Jülich physicists have discovered an unexpectedly strong bond between organic layers. Such structures are still puzzling scientists throughout the world. These structures form the basis for novel electronic components made from organic semiconductors that are now increasingly used in smart phones and television sets.
The results have been published in the journal Physical Review Letters.
Organic semiconductors are cheap to produce, can be flexibly shaped and are relatively insensitive to external influences. In principle, they could in future even be simply printed on plastic foils. They are already widely used as organic light-emitting diodes (OLEDs), particularly in smart phones, because they consume so little power. Nevertheless, the electronic properties of these complex materials still remain largely unknown. Researchers are particularly interested in the interfaces because component performance decisively depends on how well contacts can be created with other organic and metallic conductors. The stronger the bond, the better electrons can pass from one material to the other -- and the more power or light can be produced by solar cells or light-emitting diodes.
However, organic molecules do not usually form such strong bonds. "Scientists have assumed that organic materials only interact among themselves via weak van der Waals forces. Only in contact with certain metals do they display stronger bonding known as chemisorption," says Dr.
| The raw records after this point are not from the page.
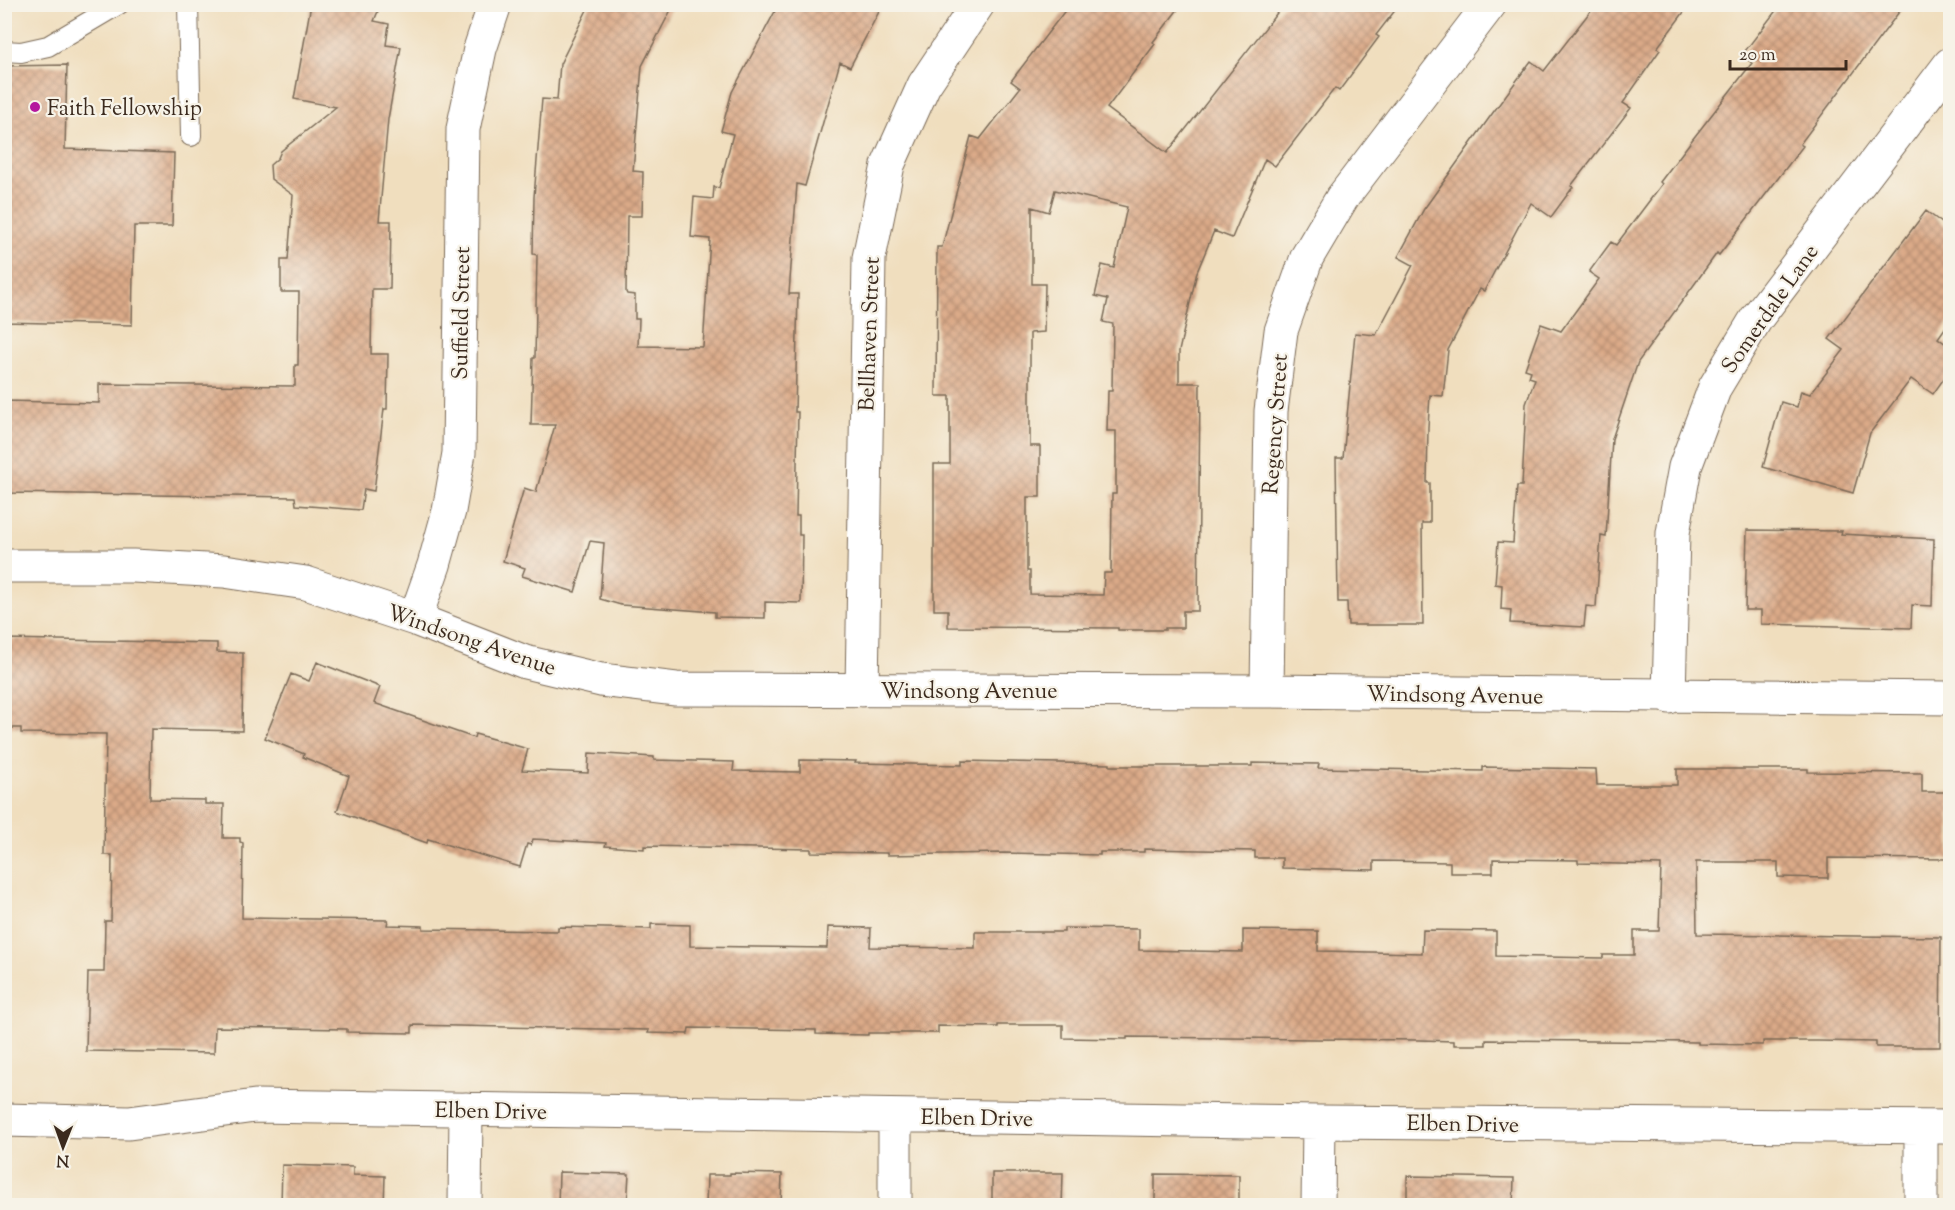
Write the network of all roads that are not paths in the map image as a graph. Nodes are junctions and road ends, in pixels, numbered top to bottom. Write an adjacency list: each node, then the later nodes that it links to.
1 (119, 4): 6 (lane)
2 (188, 4): 8 (lane)
3 (495, 4): 10 (street, Suffield Street)
4 (978, 4): 11 (street, Bellhaven Street)
5 (1490, 4): 12 (street, Regency Street)
6 (4, 51)
7 (1950, 64): 13 (street, Somerdale Lane)
8 (191, 136)
9 (4, 566): 10 (street, Windsong Avenue)
10 (415, 619): 11 (street, Windsong Avenue)
11 (862, 690): 12 (street, Windsong Avenue)
12 (1267, 691): 13 (street, Windsong Avenue)
13 (1669, 697): 14 (street, Windsong Avenue)
14 (1950, 698)
15 (466, 1109): 16 (street, Elben Drive); 17 (street, Elben Drive); 20 (street)
16 (895, 1116): 18 (street, Elben Drive); 21 (street)
17 (4, 1120)
18 (1319, 1122): 19 (street, Elben Drive); 22 (street)
19 (1936, 1127): 23 (street)
20 (465, 1206)
21 (895, 1206)
22 (1318, 1206)
23 (1921, 1206)

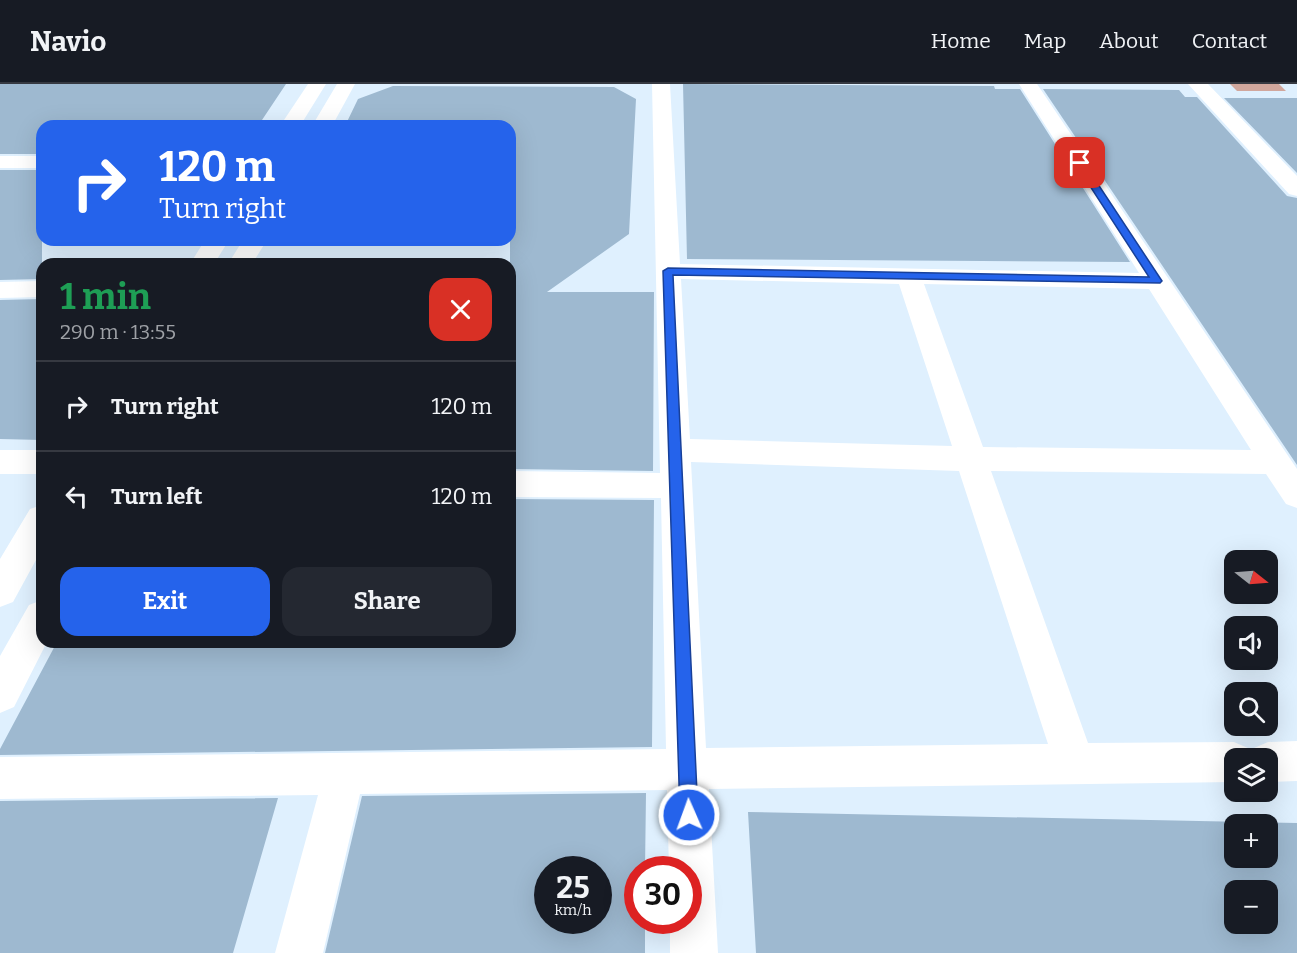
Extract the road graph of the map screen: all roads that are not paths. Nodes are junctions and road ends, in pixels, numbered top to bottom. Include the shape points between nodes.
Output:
1 (317, 84) edge
2 (323, 84) edge
3 (340, 84) edge
4 (346, 84) edge
5 (661, 84) edge
6 (1028, 84) edge
7 (1197, 84) edge
8 (294, 120) edge
9 (325, 120) edge
10 (0, 162) edge
11 (36, 162) edge
12 (1297, 189) edge
13 (668, 271) junction
14 (909, 276) junction
15 (1157, 281) junction
16 (36, 289) edge
17 (0, 290) edge
18 (675, 450) junction
19 (971, 459) junction
20 (0, 462) edge
21 (36, 462) edge
22 (1276, 462) junction
23 (516, 484) edge
24 (677, 486) junction
25 (1297, 495) edge
26 (36, 529) edge
27 (0, 591) edge
28 (36, 627) edge
29 (0, 694) edge
30 (1297, 761) edge
31 (1224, 762) edge
32 (1278, 762) edge
33 (1075, 764) junction
34 (687, 769) junction
35 (344, 773) junction
36 (0, 778) edge
37 (299, 953) edge
38 (694, 953) edge

1 - 8 street
2 - 3 street
4 - 9 street
5 - 13 street
6 - 15 street
7 - 12 street
10 - 11 street
13 - 14 street
13 - 18 street
14 - 15 street
14 - 19 street
15 - 22 street
16 - 17 street
18 - 19 street
18 - 24 street
19 - 22 street
19 - 33 street
20 - 21 street
22 - 25 street
23 - 24 street
24 - 34 street
26 - 27 street
28 - 29 street
30 - 32 street
31 - 33 street
33 - 34 street
34 - 35 street
34 - 38 street
35 - 36 street
35 - 37 street

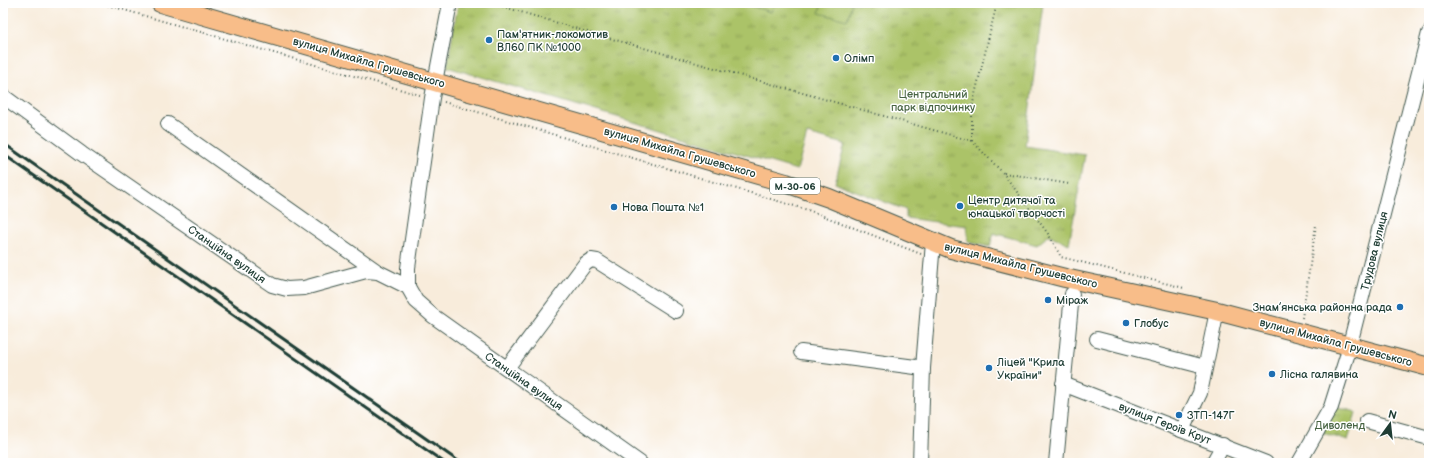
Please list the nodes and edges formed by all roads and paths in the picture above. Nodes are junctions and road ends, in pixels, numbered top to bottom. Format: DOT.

Christian Kumpf from Forschungszentrum Jülich. "For the first time, we have been able to demonstrate such chemisorption between two organic layers, which we applied to a silver crystal by chemical vapour deposition." Such sandwich-like structures are also found in OLEDs and usually consist of several organic layers between two metallic conductors.
For the analysis, Kumpf and his colleagues made use of PTCDA, an organic semiconductor material, and copper phthalocyanine, which is frequently used as a dye. They then investigated the layers, which are only one molecule thick, using various highly specialized measuring techniques. By means of ultraviolet photoelectron spectroscopy (UPS), the researchers were able to show that a change is transferred between the organic semiconductors. They also used scanning tunnelling microscopy (STM) and low-energy electron diffraction (LEED) to demonstrate that the arrangement of the molecules is transferred to the next layer in the order of the strong bonding, almost like a photocopy.
It has been known for some time that certain metals can establish such strong interactions with an organic semiconductor. In his earlier work, Kumpf himself contributed to research in this field, even before moving to Prof. Stefan Tautz's group in Jülich in 2008. "What is new is that the charge transfer takes place between these organic materials, that was rather unexpected. These findings will undoubtedly be exploited in the development of new organic semiconductors," says Tautz, director at the Jülich Peter Grünberg Institute (PGI-3: Functional Nanostructures at Surfaces). There is, however, still a long way to go since industrial manufacturing processes and laboratory requirements are quite different; the latter being more concerned with reproducibility and precision.